Specifically, the calculations for two and three chip stacks were based on the assumption that signals needed up to 50 ps to traverse the stack. This is based on the conjecture that interposer routing will be required and that the dielectric used is equivalent to that used in the "conventional" MCM. If the pad locations on the various die are optimized (and multiple layouts of each die type are economically feasible), it is possible that these "vertical" distances can be traversed much more quickly.

In addition, if all of the chips are in the same stack, it will probably be possible to eliminate I/O drivers and receivers completely, replacing them with superbuffers as required. As shown in Figure 5.18, it may be possible to reduce the cache cycle time to 995 ps. Of course, once this cycle time is reduced to that level, other paths in the cache may become critical. The most important such path is the comparator path, in which the address, once it arrives at the cache controller, is used to access the tag RAM. Once the tag RAM is read, the tag is compared to the address from the CPU.

FIGURE 5.19: CACHE CRITICAL PATHS

Figure 5.19 shows the primary critical path as dark lines, and the comparator critical path as dashed lines. The comparator critical path is limited to approximately 2.5 ns (the exact time depends on which cache is involved).
Planar MCM
Single

Chip Stack
Address I/O (datapath):
145
45
Address Transfer (DP to CC):
170
< 10
Address I/O (CC):
334
90
Tag RAM Access Time:
500
500
Comparator. MUX, Latch Time:
1000
1000
MISS Transfer:
120-200
< 50
Total
2350
1695

TABLE 5.2: SECONDARY CRITICAL PATH BREAKDOWN

Table 5.2 gives the path breakdown for this sub-critical path in the current F-RISC/G implementation. Most of the path delay is caused by on-chip logic in the cache controller.

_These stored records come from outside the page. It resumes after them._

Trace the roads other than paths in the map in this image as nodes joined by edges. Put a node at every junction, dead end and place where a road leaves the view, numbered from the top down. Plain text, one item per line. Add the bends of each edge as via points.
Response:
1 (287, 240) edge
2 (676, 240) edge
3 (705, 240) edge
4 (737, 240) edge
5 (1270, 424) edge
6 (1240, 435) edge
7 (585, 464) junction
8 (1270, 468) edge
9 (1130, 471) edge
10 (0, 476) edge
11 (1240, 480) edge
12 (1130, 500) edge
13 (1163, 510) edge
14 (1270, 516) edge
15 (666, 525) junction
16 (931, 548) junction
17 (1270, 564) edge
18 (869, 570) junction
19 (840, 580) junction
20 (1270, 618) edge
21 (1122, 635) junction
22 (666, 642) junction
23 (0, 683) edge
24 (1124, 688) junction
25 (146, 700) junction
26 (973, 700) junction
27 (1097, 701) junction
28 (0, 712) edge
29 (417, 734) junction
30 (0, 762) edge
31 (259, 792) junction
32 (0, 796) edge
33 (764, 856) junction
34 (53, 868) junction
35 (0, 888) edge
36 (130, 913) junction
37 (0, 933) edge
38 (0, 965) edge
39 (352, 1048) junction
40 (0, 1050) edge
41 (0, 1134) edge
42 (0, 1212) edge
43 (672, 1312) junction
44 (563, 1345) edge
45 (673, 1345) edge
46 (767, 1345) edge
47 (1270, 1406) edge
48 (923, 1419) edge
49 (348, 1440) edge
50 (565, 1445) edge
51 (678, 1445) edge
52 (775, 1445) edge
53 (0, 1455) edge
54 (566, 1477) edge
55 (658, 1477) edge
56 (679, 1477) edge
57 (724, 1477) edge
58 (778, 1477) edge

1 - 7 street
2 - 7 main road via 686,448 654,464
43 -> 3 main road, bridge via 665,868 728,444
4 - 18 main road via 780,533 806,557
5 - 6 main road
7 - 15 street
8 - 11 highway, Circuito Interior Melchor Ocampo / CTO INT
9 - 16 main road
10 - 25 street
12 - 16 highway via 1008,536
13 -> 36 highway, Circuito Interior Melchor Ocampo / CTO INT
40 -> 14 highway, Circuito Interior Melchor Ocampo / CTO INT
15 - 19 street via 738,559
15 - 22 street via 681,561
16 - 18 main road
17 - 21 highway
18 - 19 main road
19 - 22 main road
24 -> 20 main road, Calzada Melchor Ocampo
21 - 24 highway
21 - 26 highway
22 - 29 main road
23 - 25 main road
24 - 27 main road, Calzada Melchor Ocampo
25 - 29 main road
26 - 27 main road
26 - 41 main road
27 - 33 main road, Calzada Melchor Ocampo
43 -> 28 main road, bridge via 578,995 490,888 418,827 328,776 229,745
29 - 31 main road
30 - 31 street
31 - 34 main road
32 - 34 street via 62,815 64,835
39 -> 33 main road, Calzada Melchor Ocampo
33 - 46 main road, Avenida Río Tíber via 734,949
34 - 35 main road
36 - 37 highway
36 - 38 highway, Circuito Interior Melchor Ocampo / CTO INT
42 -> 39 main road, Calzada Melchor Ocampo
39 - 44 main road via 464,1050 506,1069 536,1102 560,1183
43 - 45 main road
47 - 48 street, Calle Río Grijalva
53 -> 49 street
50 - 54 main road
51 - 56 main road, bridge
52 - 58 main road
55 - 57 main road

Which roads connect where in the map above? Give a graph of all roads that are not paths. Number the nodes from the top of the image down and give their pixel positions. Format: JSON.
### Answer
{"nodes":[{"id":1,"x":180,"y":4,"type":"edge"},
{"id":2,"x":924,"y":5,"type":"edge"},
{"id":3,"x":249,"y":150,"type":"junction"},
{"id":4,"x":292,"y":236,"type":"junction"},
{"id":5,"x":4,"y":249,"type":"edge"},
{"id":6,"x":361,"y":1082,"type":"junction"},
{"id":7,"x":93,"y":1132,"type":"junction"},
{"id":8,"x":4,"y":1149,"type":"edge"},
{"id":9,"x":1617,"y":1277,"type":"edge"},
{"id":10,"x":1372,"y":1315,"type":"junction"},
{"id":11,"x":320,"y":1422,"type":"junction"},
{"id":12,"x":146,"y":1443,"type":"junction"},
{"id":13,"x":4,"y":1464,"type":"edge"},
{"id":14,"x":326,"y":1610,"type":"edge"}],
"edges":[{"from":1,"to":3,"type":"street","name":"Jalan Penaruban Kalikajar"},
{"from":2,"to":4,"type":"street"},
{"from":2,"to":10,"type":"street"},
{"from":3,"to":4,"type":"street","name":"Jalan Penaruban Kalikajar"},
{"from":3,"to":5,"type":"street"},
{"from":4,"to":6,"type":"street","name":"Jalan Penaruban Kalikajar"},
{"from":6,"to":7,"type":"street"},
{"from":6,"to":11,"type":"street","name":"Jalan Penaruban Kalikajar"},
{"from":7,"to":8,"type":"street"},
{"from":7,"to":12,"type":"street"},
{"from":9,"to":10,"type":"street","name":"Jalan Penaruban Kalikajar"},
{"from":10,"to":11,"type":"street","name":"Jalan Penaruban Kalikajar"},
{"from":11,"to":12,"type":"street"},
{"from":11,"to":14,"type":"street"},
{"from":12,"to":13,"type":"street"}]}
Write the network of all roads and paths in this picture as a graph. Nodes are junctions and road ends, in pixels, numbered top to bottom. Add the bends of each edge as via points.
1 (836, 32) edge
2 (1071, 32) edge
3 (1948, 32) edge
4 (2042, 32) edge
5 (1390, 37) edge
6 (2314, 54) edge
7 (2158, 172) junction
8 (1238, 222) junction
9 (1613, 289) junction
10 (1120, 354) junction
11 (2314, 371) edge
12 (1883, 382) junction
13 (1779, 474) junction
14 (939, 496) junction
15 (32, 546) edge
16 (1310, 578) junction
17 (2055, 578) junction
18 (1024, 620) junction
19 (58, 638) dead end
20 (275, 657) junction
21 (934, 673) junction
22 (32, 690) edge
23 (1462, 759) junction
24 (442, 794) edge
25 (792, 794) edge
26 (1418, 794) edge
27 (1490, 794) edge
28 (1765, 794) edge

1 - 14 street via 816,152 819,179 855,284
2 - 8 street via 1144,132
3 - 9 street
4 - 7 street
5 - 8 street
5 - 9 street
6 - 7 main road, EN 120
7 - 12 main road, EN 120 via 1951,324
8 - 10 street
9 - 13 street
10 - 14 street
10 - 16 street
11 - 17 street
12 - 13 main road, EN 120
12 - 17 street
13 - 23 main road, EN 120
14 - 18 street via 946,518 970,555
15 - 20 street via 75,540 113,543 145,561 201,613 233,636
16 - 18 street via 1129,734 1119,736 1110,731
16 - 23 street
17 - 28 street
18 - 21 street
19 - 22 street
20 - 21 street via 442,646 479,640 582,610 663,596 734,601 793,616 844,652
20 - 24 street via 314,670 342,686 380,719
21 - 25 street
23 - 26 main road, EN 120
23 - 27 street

If the primary critical path is reduced through chip stacking to around 1 ns, this secondary critical path length must be reduced as well, or no benefit is gained. In the single chip stack implementation, the time could probably be reduced to under 1700 ps. Hand crafting and optimizing the layout of the comparator could shave off perhaps another clock phase or so. Still more time can be saved by re-partitioning the cache pipeline (5.1.3 Pipeline Partitioning).

  1. Improved Virtual Memory Support

The manner in which virtual memory is supported in the F-RISC / G prototype is inefficient, largely due to compromises made in the cache design. Due to cost, power, and timing constraints, it was impossible to implement a translation lookaside buffer in the primary cache. Doing so would enable the primary cache to perform virtual-to-physical address translations within the normal cache access time as long as the virtual address was in the cache.

Without this support, a higher level of cache memory must make the translation and perform page swapping as necessary. When a single thread (or, equivalently, several threads accessing the same page frame) is being executed, there is little difference between these techniques. When multiple threads, each accessing individual page frames, are being accessed in a multi-tasking environment, the F-RISC / G prototype cache will perform very poorly. While the primary cache would store addresses from multiple pages, due to the small size of the cache, each time the processor switches tasks it is likely that the entire cache will need to be swapped to the second cache level.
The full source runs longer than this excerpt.